Hi Jacob,

I'll take a first crack as I am sure many will follow.
It is true that with CCD detectors one has to be careful how small an 
oscillation range to use for a frame before read noise starts to eat into the 
data quality. 
Pilatus offers two major new features - is fast and is photon counting as 
opposed to integrating detector.
The speed allows to collect data without a shutter and it is very important as 
it can dramatically improve data quality. Now there are fast CCD detectors as 
well on the market.
Being a photon counter, Pilatus has no "read" noise which, as you have pointed 
out, allows you to collect as thin a frame as you want. However, it is if you 
consider the detector only. In reality, if you go very thin and very fast, you 
may not have enough flux to record the data. Also, even once we get rid of the 
shutter, there are still other sources of instabilities and they do affect the 
fast data collection adversely. One could try going (very) thin sliced and 
somewhat slow but there is another gotcha there. Most rotation stages used for 
rotating the sample crystal, do not like going extremely slow which would be 
the case with thin frames and long exposure times. In this case the speed may 
not remain as constant as we would like during data collection.
I think there was a publication from Diamond Synchrotron discussing strategies 
of data collection with Pilatus.
We've done a little bit of systematic studies as well and while things may well 
be sample- and facility-dependent, ~0.2 degree frames with ~0.2 sec exposure 
time seemed to make good compromise between above-mentioned issues.

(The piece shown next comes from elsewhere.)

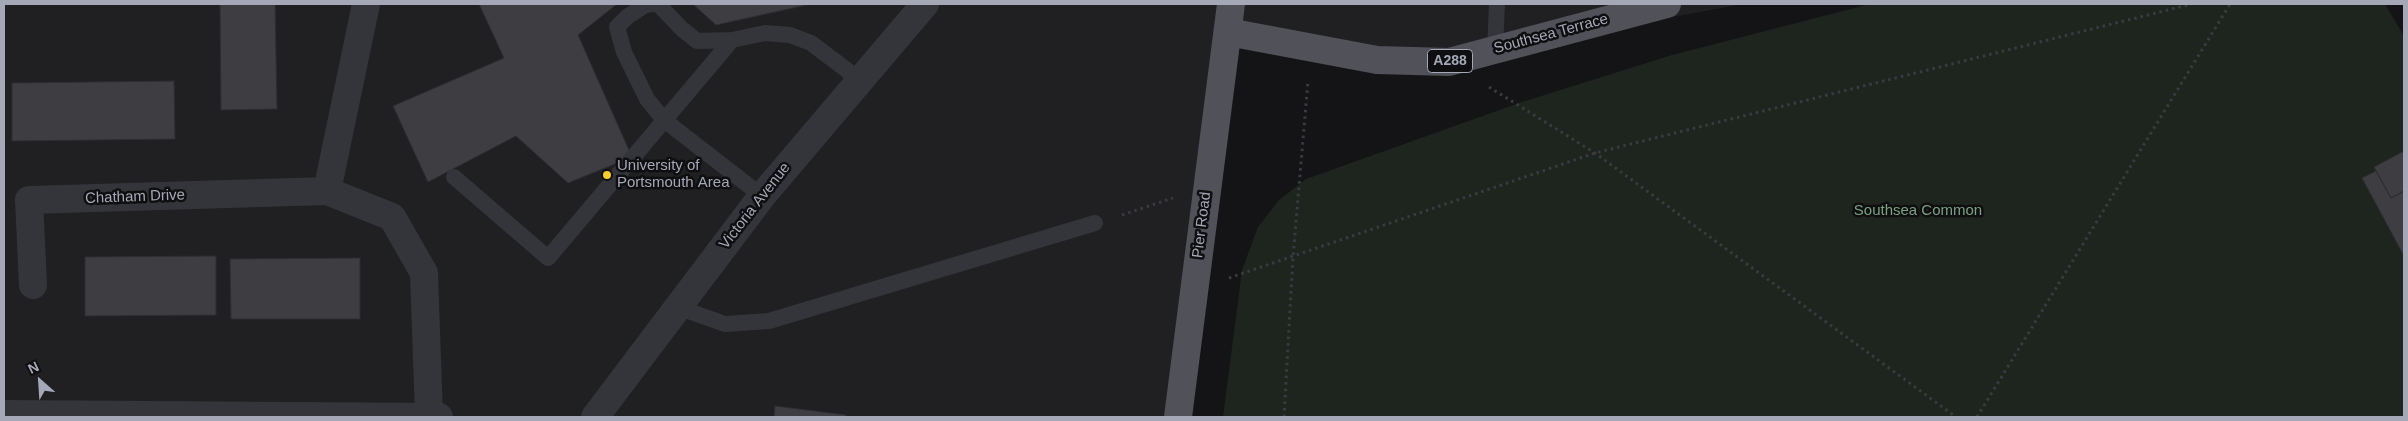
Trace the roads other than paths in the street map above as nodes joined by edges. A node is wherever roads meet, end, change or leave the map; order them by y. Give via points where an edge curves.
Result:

Here I 
would like to emphasize again - there certainly will be samples which will 
benefit from somewhat different parameters.
Hope it helps,
Cheers,
N.     

Ruslan Sanishvili (Nukri)
Macromolecular Crystallographer
GM/CA@APS
X-ray Science Division, ANL
9700 S. Cass Ave.
Lemont, IL 60439

Tel: (630)252-0665
Fax: (630)252-0667
[email protected]


________________________________________
From: CCP4 bulletin board [[email protected]] on behalf of Keller, Jacob 
[[email protected]]
Sent: Wednesday, April 30, 2014 7:49 AM
To: [email protected]
Subject: [ccp4bb] Pilatus and Strategy wrt Radiation Damage

Dear Pilatus/Radiation Damage Cognoscenti,

I read a few years ago, before the advent of Pilatus detectors, that the best 
strategy was a sort of compromise between number of images and detector readout 
noise "overhead." I have heard that Pilatus detectors, however, have 
essentially no readout noise, so I am wondering whether strategies have changed 
in light of this, i.e., is the best practice now to collect as many images as 
possible at lowest exposure possible?

JPK

*******************************************
Jacob Pearson Keller, PhD
Looger Lab/HHMI Janelia Farms Research Campus
19700 Helix Dr, Ashburn, VA 20147
email: [email protected]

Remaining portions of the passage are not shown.